|
O
Talmud relata:
Disse Rabi Yehoshua, filho de Chanania:
"Certa vez uma criança levou a melhor sobre mim. Estava viajando
e encontrei um menino na encruzilhada. Perguntei-lhe: ‘Qual o caminho
para a cidade?’ e ele respondeu: ‘Este caminho é curto
e longo, e este outro é longo e curto.’
"Peguei o caminho curto e longo, e logo cheguei à cidade,
mas encontrei minha passagem obstruída por jardins e pomares. Voltei
atrás então e disse ao menino: ‘Diga-me, meu filho,
você não falou que este era o caminho curto?’ Respondeu-me
ele: ‘Não falei que este era o caminho longo?’"
Também na vida há um caminho curto mas longo, e um caminho
longo mas curto. No livro Tanya, Rabi Schneur Zalman de Liadi estabelece
os fundamentos da abordagem chassídica à vida. Na primeira
página ele define sua obra da seguinte maneira: "Baseado no
versículo: ‘Pois ela [a Torá e seus preceitos] é
algo muito próximo a você, em sua boca, em seu coração,
de que você pode fazê-lo’ – explicar, com a ajuda
de D’us, como de fato está muito próximo, em um caminho
longo e curto."
A Torá e suas mitsvot são o plano do Criador detalhando
a maneira exata pela qual deseja que a vida seja conduzida.
Mas uma vida profundamente ordenada pela Torá é passível
de ser vivida? O homem comum pode realisticamente esperar ser capaz de
conduzir cada ato, cada palavra e pensamento de acordo com as diretivas
mais exigentes da Torá?
A própria Torá é bem clara a esse respeito: "Pois
a mitsvá que te ordeno neste dia não está além
do teu alcance, nem é remota para ti.

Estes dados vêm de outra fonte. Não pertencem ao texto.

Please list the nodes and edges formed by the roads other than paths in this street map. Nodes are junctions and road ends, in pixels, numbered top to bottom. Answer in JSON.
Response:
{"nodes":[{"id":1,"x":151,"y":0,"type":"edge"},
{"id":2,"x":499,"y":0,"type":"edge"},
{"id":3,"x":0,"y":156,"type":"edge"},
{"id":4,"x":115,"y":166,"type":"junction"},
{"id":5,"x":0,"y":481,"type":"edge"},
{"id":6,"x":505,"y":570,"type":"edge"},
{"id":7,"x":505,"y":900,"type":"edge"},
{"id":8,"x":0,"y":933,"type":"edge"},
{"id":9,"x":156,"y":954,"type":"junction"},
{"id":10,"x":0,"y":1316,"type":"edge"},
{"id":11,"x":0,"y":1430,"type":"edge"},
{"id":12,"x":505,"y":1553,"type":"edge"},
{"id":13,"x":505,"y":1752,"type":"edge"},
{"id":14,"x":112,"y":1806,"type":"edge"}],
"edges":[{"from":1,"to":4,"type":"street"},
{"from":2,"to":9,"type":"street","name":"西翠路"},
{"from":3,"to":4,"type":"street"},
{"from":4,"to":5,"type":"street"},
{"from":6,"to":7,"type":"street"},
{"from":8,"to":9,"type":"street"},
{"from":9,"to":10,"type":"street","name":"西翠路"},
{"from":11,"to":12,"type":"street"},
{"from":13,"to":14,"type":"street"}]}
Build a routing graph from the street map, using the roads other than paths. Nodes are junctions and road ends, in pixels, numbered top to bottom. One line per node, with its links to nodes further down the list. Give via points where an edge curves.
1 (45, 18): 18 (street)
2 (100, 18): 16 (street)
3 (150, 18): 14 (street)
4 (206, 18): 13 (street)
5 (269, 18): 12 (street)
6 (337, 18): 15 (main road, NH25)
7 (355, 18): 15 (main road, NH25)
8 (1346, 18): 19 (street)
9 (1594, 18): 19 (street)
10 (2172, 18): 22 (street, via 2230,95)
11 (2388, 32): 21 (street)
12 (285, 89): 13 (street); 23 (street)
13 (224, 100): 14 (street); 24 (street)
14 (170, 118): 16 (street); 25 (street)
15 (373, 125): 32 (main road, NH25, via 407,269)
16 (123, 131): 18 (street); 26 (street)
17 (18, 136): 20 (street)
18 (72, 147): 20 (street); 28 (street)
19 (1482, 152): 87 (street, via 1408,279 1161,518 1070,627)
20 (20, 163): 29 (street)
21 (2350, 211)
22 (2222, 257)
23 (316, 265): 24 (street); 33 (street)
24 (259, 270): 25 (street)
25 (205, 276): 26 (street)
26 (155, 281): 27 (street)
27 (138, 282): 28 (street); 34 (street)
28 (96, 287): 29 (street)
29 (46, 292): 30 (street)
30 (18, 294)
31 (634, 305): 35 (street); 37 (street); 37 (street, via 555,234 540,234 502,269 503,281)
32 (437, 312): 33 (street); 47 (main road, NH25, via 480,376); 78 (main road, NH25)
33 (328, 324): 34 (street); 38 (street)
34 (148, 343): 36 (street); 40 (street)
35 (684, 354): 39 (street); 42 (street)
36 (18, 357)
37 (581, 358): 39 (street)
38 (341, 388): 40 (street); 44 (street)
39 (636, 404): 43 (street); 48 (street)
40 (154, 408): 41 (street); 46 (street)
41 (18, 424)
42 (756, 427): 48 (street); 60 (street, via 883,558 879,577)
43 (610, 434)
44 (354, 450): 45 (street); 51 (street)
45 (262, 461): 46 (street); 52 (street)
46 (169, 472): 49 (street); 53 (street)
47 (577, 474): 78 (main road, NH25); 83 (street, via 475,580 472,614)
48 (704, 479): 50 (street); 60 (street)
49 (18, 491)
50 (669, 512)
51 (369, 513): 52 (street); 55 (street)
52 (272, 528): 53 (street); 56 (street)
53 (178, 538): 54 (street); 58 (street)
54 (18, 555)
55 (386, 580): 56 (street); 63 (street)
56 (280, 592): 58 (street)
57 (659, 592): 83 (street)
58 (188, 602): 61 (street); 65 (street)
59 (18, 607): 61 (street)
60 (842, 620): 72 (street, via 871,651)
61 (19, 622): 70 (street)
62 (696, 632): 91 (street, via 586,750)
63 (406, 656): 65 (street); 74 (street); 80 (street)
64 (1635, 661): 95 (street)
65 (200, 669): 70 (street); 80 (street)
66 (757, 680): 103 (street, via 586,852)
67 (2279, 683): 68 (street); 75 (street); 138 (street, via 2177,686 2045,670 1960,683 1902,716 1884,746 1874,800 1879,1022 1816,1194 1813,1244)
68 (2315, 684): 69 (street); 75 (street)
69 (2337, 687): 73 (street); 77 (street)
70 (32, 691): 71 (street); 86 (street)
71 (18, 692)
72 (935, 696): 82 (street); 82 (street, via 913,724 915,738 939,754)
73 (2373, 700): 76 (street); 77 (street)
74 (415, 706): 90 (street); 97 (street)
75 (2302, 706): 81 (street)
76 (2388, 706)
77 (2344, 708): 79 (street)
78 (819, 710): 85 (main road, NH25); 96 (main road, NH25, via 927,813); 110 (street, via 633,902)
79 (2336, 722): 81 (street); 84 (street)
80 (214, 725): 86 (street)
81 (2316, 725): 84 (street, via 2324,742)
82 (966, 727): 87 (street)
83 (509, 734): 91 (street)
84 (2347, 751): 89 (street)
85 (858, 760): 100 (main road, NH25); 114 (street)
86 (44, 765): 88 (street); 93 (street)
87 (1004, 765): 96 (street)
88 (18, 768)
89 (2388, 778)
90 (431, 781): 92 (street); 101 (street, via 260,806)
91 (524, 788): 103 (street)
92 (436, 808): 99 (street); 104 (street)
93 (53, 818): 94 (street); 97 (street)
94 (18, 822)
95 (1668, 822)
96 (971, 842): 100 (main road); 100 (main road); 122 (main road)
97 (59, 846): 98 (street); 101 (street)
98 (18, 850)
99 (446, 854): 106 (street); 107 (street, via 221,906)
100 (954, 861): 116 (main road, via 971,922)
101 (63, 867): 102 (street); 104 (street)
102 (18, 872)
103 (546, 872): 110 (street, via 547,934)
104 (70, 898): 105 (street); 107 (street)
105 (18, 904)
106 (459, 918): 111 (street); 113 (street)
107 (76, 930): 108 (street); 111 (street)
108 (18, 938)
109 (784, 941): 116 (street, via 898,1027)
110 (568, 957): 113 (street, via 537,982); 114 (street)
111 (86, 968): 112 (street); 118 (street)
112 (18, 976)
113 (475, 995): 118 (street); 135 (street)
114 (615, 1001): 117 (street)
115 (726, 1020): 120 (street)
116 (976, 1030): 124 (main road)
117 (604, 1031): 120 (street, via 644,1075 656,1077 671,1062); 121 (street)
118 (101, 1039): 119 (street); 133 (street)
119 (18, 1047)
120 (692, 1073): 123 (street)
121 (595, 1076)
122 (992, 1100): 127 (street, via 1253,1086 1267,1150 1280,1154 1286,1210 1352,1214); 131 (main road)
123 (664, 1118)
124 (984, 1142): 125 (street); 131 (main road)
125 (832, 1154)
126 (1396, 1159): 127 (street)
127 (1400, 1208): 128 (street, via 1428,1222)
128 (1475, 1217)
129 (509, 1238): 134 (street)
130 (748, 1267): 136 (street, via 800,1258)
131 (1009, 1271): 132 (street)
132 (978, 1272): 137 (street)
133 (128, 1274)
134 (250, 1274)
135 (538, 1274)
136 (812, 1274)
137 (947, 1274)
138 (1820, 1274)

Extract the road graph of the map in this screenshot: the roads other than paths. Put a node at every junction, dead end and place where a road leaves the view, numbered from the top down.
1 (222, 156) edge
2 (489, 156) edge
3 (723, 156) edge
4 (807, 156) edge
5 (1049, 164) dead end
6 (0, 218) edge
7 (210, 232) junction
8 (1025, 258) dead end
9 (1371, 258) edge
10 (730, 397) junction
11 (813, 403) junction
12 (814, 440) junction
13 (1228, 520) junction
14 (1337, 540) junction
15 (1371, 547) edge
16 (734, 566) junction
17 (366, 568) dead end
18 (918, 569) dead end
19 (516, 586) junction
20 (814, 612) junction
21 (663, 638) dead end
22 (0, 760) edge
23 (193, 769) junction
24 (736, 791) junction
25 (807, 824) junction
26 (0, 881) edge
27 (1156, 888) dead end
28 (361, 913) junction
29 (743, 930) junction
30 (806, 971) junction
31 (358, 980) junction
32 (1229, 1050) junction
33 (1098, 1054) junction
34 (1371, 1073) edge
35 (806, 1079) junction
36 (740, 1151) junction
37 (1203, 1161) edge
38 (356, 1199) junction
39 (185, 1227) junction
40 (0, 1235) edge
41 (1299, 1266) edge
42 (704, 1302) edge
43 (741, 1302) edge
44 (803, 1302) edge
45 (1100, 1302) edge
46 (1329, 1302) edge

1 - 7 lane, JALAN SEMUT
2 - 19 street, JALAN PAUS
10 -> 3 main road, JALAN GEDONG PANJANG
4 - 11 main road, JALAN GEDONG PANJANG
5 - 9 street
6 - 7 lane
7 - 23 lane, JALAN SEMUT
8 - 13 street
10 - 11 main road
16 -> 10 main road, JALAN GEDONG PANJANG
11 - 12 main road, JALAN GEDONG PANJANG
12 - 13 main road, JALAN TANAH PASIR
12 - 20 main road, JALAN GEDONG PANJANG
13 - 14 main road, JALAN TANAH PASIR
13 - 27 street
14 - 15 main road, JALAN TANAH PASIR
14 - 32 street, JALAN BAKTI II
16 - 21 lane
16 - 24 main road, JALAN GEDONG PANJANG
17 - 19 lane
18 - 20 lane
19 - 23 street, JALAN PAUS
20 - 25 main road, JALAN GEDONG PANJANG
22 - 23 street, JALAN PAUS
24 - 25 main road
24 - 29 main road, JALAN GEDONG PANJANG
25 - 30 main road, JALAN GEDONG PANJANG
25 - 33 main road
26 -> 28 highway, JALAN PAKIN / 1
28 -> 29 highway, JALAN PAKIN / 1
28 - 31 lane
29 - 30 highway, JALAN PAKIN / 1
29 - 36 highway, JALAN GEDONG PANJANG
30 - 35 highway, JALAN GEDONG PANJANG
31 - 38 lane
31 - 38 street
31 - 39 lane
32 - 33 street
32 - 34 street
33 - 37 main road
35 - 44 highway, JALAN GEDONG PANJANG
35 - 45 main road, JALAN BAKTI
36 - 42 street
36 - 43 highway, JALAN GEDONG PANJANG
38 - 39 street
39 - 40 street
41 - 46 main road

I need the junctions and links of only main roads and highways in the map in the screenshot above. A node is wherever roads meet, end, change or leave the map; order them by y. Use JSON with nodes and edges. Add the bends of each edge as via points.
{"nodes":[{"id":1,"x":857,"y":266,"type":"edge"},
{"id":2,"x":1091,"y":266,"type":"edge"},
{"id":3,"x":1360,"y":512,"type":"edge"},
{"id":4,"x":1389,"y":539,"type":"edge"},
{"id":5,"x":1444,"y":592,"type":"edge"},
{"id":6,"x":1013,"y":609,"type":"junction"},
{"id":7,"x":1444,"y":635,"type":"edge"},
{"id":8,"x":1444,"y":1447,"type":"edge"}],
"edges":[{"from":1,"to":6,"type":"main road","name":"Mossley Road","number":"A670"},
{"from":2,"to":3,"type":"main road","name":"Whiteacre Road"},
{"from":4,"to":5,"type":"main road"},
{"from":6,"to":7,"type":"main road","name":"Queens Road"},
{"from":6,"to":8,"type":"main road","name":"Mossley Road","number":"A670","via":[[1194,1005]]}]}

Não é no céu…nem
do outro lado do oceano… Ao contrário, é algo muito
próximo de ti, em tua boca, em teu coração, de que
podes cumpri-la." A existência verdadeiramente da Torá
não é um ideal abstrato, mas uma meta prática e tangível.
Mas como?
No Tanya, Rabi Schneur Zalman desenvolve a abordagem à vida da
pessoa integral, na qual a mente desempenha o papel principal e centralizador.
Primeiro, ela deve estudar, compreender e meditar sobre as verdades da
existência: a realidade e essência envolvente que é
D’us; a raiz e composição da alma e sua ligação
íntima com o Criador, a missão do ser humano nesta vida,
e seus desafios – tanto externos como internos – que se ampliam
até ele. Como estes conceitos são extremamente sutis e abstratos,
a pessoa deve trabalhar sua alma e corpo a fim de harmonizá-los
a serviço de D’us e do equilíbrio necessário
para desempenhar sua verdadeira função.
Então, por causa da superioridade inata da mente sobre o coração,
o entendimento e a assimilação destes conceitos Divinos
forçarão unilateralmente o desenvolvimento das emoções
apropriadas no coração: o amor e reverência a D’us.
O amor a D’us é o desejo voraz de apegar-se a Ele e unir-se
à Sua essência. A reverência a D’us suscita uma
profunda abominação por tudo aquilo que violar Sua vontade
e por isso levanta barreiras entre Ele e o homem. Neste caso, quando a
pessoa orientar a mente e coração na observância dos
preceitos da Torá, esta se tornará sua segunda natureza.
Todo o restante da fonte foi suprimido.